What the task requires: Whichever lines include the word "main", copy them as they appear in the data.

===== Exercise materials

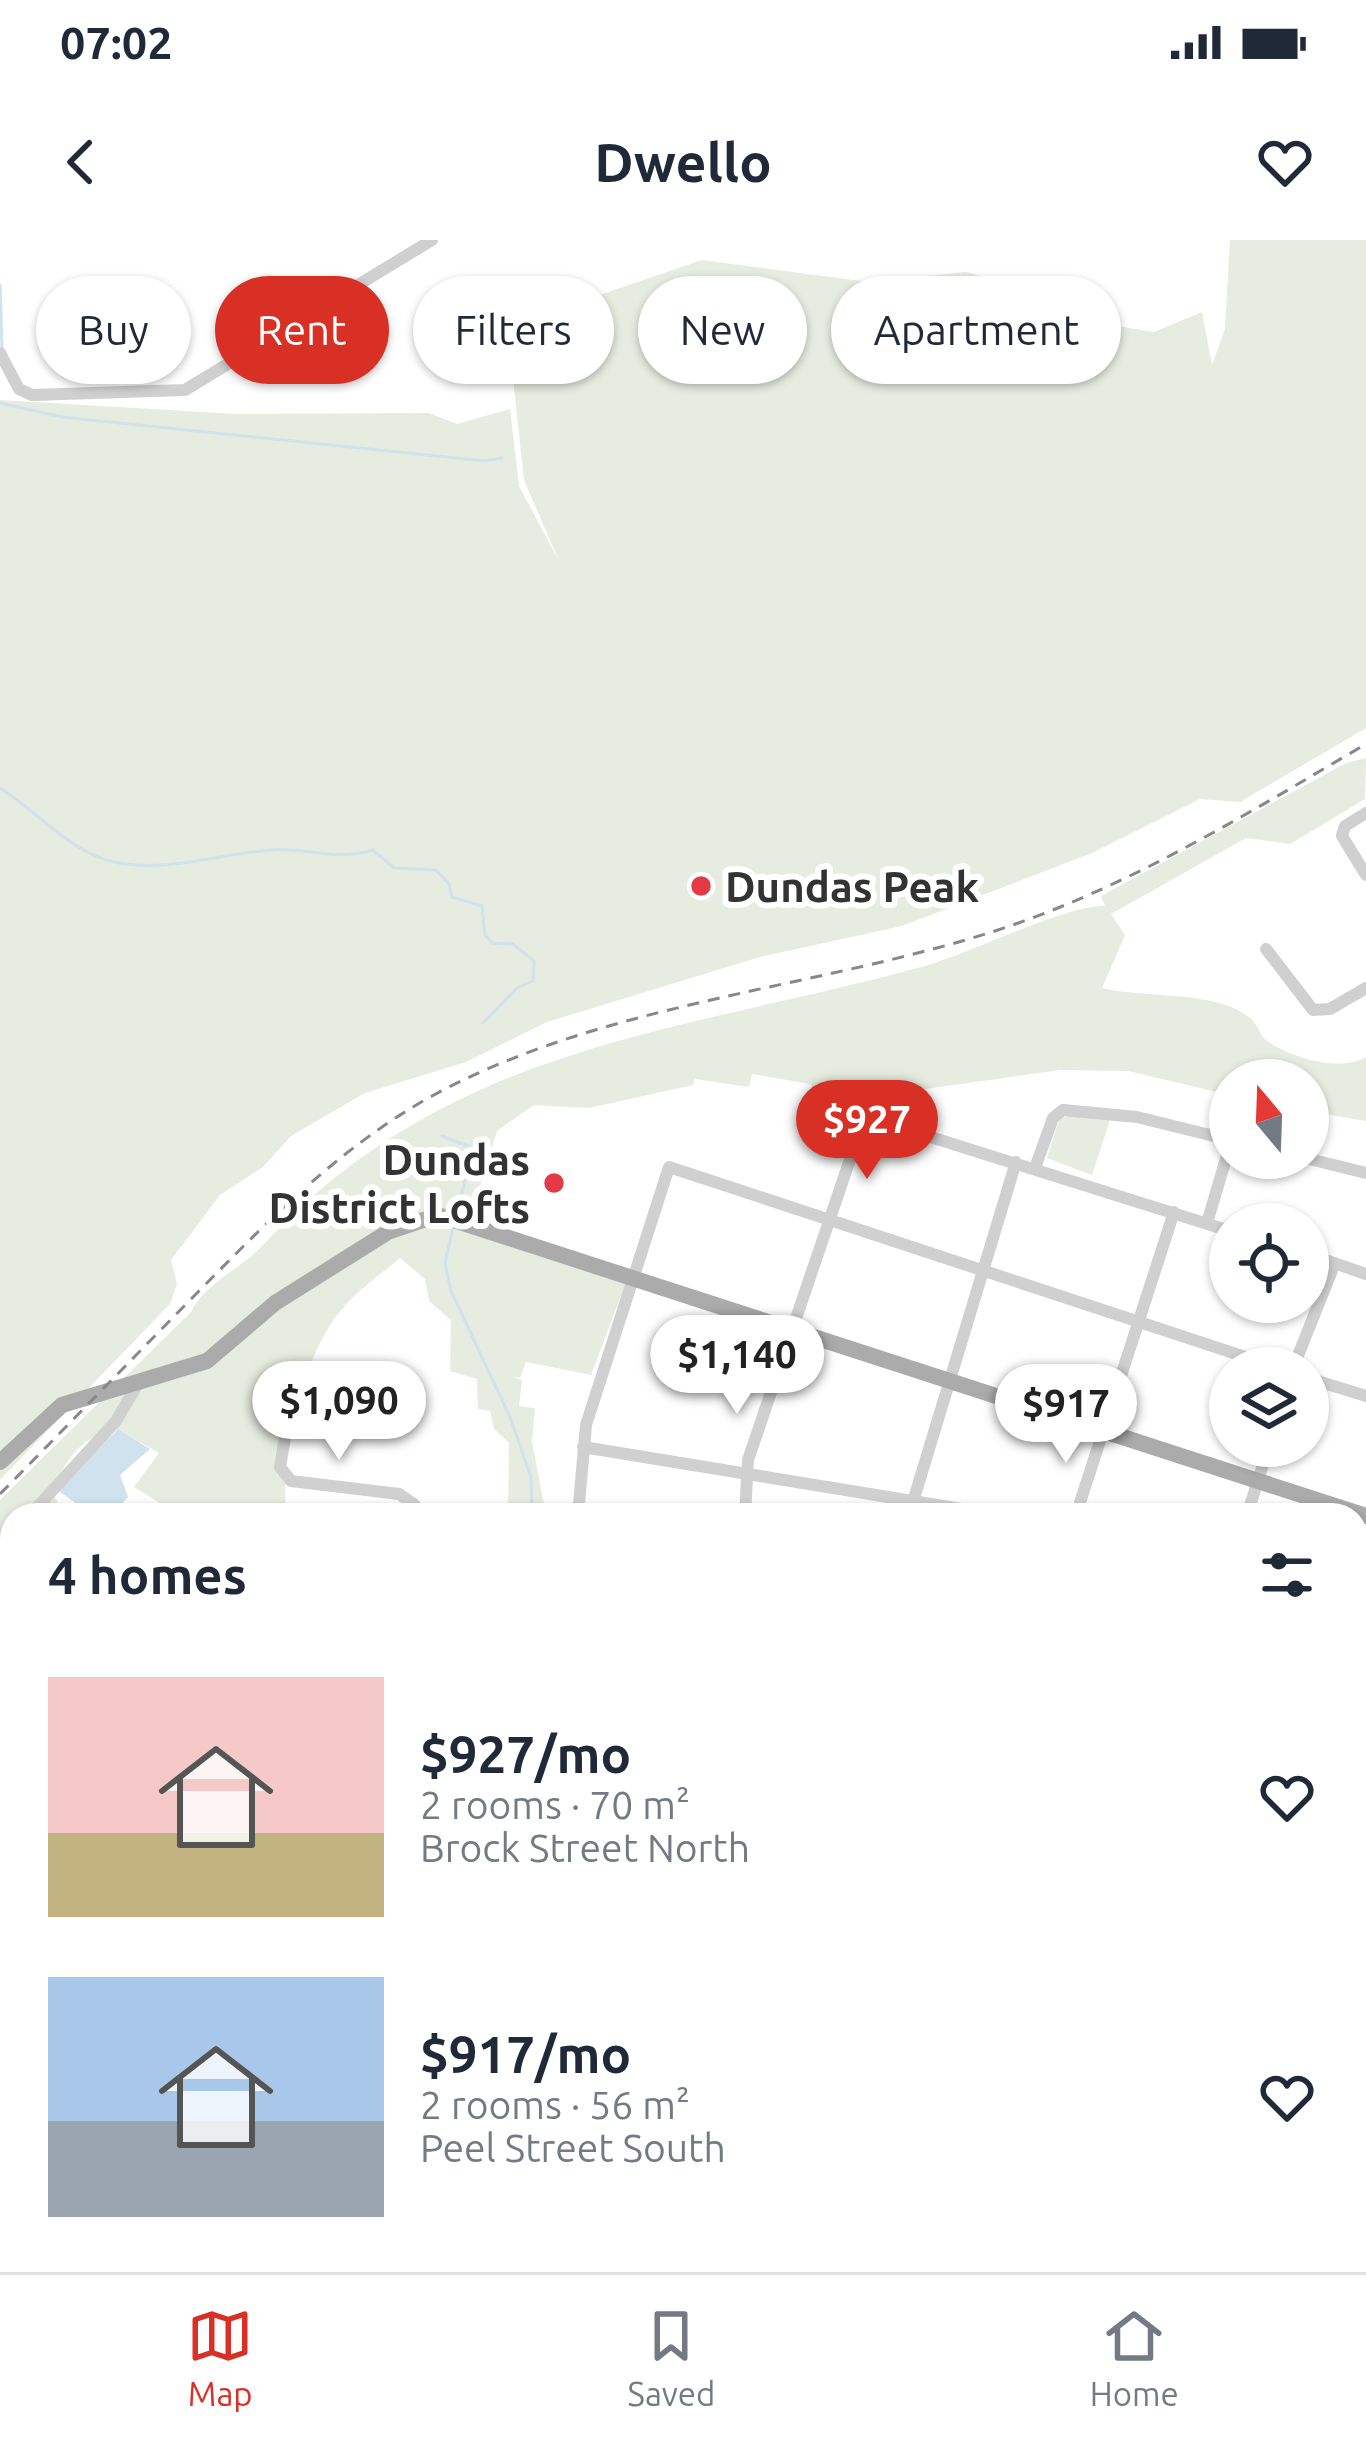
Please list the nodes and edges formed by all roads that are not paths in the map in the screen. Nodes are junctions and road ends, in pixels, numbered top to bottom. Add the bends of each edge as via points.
1 (432, 240) edge
2 (0, 352) edge
3 (1366, 813) edge
4 (1366, 875) edge
5 (1266, 949) dead end
6 (1366, 988) edge
7 (1209, 1137) edge
8 (1016, 1162) junction
9 (1329, 1164) edge
10 (1035, 1168) junction
11 (1366, 1173) edge
12 (1219, 1179) edge
13 (1174, 1212) junction
14 (829, 1220) junction
15 (1207, 1223) joint
16 (1329, 1261) edge
17 (1335, 1263) junction
18 (983, 1269) junction
19 (1366, 1274) edge
20 (637, 1278) junction
21 (1138, 1322) junction
22 (791, 1329) junction
23 (1215, 1347) edge
24 (1301, 1347) edge
25 (947, 1379) junction
26 (137, 1385) junction
27 (1329, 1385) edge
28 (1366, 1396) edge
29 (290, 1408) dead end
30 (1102, 1430) junction
31 (583, 1447) junction
32 (0, 1462) edge
33 (1262, 1467) edge
34 (746, 1472) junction
35 (1258, 1481) junction
36 (41, 1503) edge
37 (411, 1503) edge
38 (579, 1503) edge
39 (746, 1503) edge
40 (886, 1503) edge
41 (910, 1503) edge
42 (1080, 1503) edge
43 (1250, 1503) edge
44 (1326, 1503) edge

1 - 2 street via 185,390 32,394 19,389
3 - 4 street via 1343,830
5 - 6 street via 1313,1010
7 - 10 street via 1063,1110
8 - 10 street
8 - 14 street via 870,1118
8 - 18 street
9 - 11 street
10 - 13 street
12 - 15 street
13 - 15 street
13 - 21 street
14 - 18 street
14 - 20 street via 669,1167
14 - 22 street
16 - 17 street
17 - 19 street
17 - 24 street
18 - 21 street
18 - 25 street
20 - 22 main road
20 - 26 main road via 459,1218 418,1218 275,1303 207,1361
20 - 31 street
21 - 23 street
21 - 30 street
22 - 25 main road
22 - 34 street
25 - 30 main road
25 - 41 street
26 - 32 main road via 62,1405
26 - 36 street
27 - 28 street
29 - 37 street via 280,1467 291,1481 399,1493
30 - 35 main road
30 - 42 street
31 - 34 street
31 - 38 street
33 - 35 street
34 - 39 street
34 - 40 street
35 - 43 street
35 - 44 main road

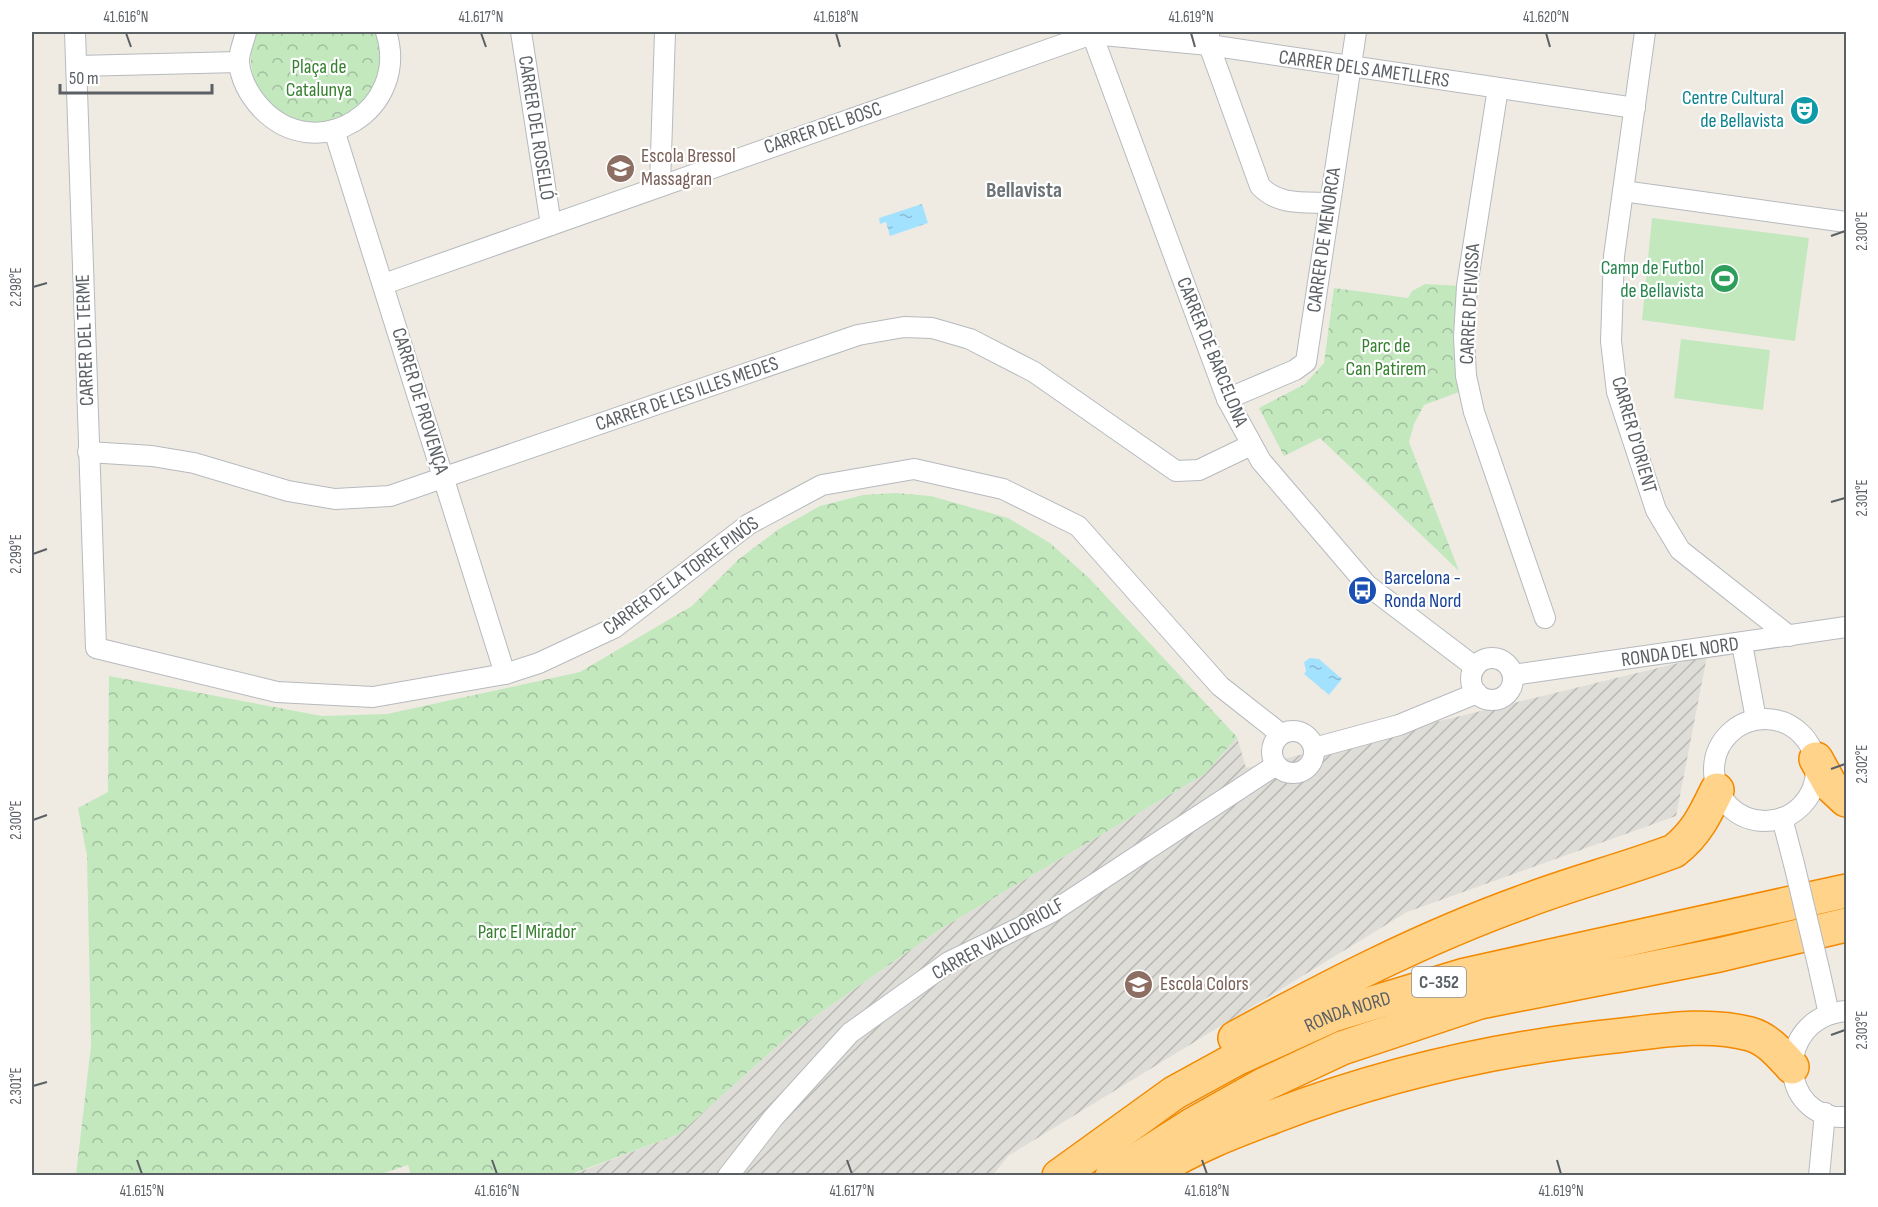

==========

Final answer:
20 - 22 main road
20 - 26 main road via 459,1218 418,1218 275,1303 207,1361
22 - 25 main road
25 - 30 main road
26 - 32 main road via 62,1405
30 - 35 main road
35 - 44 main road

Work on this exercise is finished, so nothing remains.